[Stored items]
Start of Block

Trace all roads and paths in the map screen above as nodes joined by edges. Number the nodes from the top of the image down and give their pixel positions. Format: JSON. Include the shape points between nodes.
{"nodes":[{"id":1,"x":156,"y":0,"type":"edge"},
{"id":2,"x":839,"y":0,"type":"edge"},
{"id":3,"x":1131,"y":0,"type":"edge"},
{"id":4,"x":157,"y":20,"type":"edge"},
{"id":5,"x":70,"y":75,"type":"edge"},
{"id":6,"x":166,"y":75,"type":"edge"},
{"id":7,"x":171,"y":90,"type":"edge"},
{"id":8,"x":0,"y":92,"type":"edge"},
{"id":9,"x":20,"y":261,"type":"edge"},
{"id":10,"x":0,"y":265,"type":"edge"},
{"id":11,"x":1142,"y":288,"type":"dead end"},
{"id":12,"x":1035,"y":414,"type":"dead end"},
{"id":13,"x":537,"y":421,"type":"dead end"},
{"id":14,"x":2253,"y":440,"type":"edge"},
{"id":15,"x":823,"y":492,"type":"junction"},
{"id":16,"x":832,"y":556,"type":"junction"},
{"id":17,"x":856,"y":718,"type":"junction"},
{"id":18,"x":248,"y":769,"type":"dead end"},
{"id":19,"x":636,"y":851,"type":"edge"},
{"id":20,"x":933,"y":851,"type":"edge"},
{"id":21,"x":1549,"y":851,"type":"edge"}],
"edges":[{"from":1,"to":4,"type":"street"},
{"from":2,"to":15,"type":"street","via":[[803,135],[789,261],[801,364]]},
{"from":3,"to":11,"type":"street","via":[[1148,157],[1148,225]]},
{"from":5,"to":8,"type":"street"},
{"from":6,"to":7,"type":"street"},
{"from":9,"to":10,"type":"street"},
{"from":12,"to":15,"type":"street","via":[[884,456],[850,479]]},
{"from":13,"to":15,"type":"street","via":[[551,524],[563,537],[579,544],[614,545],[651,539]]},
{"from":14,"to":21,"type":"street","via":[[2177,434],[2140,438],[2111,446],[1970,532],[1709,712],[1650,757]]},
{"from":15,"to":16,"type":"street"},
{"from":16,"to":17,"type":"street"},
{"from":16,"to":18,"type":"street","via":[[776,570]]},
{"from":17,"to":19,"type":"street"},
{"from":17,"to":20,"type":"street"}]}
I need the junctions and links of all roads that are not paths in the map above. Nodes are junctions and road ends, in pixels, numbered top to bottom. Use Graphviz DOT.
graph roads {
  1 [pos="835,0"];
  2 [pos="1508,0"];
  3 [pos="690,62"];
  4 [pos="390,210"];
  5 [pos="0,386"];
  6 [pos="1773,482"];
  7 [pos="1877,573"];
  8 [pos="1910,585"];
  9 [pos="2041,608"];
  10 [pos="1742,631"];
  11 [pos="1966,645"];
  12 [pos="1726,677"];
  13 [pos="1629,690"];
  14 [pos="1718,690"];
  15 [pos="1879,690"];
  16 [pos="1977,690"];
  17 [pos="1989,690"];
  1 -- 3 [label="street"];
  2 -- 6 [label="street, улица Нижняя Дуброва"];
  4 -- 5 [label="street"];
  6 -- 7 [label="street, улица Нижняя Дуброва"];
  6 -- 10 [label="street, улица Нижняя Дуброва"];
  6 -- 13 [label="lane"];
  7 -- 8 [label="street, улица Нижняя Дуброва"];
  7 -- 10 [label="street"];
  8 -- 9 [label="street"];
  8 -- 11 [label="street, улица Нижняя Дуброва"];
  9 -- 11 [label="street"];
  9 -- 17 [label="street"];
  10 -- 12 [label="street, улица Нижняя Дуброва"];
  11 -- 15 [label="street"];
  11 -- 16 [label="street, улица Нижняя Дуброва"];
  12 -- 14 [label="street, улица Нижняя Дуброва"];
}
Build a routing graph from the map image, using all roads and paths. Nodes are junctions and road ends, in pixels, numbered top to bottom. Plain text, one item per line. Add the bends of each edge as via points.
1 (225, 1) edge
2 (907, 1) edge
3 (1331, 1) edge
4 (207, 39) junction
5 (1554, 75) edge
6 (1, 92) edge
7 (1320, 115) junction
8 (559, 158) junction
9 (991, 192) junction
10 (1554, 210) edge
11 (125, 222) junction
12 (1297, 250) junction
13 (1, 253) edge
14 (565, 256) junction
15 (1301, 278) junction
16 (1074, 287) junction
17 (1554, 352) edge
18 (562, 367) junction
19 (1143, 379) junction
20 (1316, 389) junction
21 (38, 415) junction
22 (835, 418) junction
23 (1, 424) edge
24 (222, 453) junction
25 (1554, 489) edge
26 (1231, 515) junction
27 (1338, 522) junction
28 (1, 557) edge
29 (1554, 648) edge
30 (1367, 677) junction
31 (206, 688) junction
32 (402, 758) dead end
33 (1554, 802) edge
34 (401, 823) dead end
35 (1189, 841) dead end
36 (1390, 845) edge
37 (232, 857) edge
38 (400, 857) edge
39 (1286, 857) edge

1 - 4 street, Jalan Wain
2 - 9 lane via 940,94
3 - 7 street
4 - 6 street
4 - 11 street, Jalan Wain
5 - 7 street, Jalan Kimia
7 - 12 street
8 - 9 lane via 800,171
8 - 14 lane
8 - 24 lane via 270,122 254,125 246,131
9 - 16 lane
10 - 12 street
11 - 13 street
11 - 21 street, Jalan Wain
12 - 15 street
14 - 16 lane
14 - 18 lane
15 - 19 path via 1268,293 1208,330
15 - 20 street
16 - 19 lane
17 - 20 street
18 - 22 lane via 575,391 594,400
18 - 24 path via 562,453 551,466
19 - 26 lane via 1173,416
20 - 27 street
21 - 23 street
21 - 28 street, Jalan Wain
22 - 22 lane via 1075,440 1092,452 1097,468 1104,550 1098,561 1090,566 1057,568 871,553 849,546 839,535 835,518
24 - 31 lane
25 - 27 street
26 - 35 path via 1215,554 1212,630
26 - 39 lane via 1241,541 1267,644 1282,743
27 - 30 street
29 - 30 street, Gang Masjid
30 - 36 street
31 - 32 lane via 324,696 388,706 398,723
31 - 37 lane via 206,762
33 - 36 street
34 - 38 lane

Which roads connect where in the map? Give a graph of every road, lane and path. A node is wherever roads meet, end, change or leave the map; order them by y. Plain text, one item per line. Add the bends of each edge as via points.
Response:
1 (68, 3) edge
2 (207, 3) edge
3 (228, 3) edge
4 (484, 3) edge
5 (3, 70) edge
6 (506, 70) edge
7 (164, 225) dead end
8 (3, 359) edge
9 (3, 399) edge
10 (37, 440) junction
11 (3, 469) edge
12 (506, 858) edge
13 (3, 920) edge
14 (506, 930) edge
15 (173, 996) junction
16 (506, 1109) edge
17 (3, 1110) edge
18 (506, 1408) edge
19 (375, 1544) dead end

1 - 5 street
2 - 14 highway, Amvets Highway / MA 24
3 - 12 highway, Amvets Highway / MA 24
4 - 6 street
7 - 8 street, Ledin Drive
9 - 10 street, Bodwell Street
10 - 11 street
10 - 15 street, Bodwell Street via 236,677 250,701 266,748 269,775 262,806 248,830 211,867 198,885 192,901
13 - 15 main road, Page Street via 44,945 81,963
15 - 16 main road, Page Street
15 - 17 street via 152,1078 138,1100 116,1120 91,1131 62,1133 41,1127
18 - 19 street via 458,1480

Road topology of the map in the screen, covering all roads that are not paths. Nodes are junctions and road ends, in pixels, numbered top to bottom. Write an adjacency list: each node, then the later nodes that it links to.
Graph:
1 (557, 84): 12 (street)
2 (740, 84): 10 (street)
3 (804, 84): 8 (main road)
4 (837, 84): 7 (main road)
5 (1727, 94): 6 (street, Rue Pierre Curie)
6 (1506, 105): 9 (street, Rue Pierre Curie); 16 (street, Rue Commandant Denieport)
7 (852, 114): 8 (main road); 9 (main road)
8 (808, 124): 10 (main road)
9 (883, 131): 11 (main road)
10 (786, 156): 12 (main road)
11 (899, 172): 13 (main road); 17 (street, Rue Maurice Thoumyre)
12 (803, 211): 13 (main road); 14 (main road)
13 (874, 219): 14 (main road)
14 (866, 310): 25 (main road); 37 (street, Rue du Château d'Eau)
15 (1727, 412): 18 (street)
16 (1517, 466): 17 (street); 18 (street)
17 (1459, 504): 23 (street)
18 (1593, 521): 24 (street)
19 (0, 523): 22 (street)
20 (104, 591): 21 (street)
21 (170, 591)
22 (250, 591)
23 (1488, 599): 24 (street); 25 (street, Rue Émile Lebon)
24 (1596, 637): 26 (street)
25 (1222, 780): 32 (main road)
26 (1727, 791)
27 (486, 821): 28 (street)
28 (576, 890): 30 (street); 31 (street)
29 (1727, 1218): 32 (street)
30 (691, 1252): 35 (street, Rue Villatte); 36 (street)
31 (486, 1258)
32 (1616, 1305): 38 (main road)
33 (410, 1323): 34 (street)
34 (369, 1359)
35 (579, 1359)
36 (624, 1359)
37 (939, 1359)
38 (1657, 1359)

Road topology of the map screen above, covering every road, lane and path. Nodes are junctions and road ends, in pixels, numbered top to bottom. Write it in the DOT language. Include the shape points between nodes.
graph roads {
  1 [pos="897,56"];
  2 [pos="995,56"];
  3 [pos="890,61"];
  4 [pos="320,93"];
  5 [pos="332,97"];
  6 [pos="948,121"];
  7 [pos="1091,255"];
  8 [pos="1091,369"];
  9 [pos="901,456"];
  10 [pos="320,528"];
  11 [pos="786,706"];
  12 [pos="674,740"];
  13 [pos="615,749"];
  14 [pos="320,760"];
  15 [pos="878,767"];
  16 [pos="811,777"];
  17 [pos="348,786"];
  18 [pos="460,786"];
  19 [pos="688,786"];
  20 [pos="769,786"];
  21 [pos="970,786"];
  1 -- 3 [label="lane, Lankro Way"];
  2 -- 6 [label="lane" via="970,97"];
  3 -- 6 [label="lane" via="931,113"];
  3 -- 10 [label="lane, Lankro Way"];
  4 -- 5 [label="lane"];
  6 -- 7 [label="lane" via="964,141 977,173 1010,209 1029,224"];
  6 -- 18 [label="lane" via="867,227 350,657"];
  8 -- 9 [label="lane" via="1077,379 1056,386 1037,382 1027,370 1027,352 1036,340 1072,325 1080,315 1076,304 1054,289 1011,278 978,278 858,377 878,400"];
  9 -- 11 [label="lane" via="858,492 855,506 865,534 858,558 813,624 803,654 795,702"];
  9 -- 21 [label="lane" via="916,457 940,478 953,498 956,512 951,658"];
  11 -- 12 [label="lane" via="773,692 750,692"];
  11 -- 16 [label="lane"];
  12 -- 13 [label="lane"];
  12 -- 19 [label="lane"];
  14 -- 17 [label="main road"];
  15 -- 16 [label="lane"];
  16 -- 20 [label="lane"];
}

End of Block

__What you have to do__: Return each line of the entries that holds the string "topology".

__Reply to the exercise__:
Road topology of the map in the screen, covering all roads that are not paths. Nodes are junctions and road ends, in pixels, numbered top to bottom. Write an adjacency list: each node, then the later nodes that it links to.
Road topology of the map screen above, covering every road, lane and path. Nodes are junctions and road ends, in pixels, numbered top to bottom. Write it in the DOT language. Include the shape points between nodes.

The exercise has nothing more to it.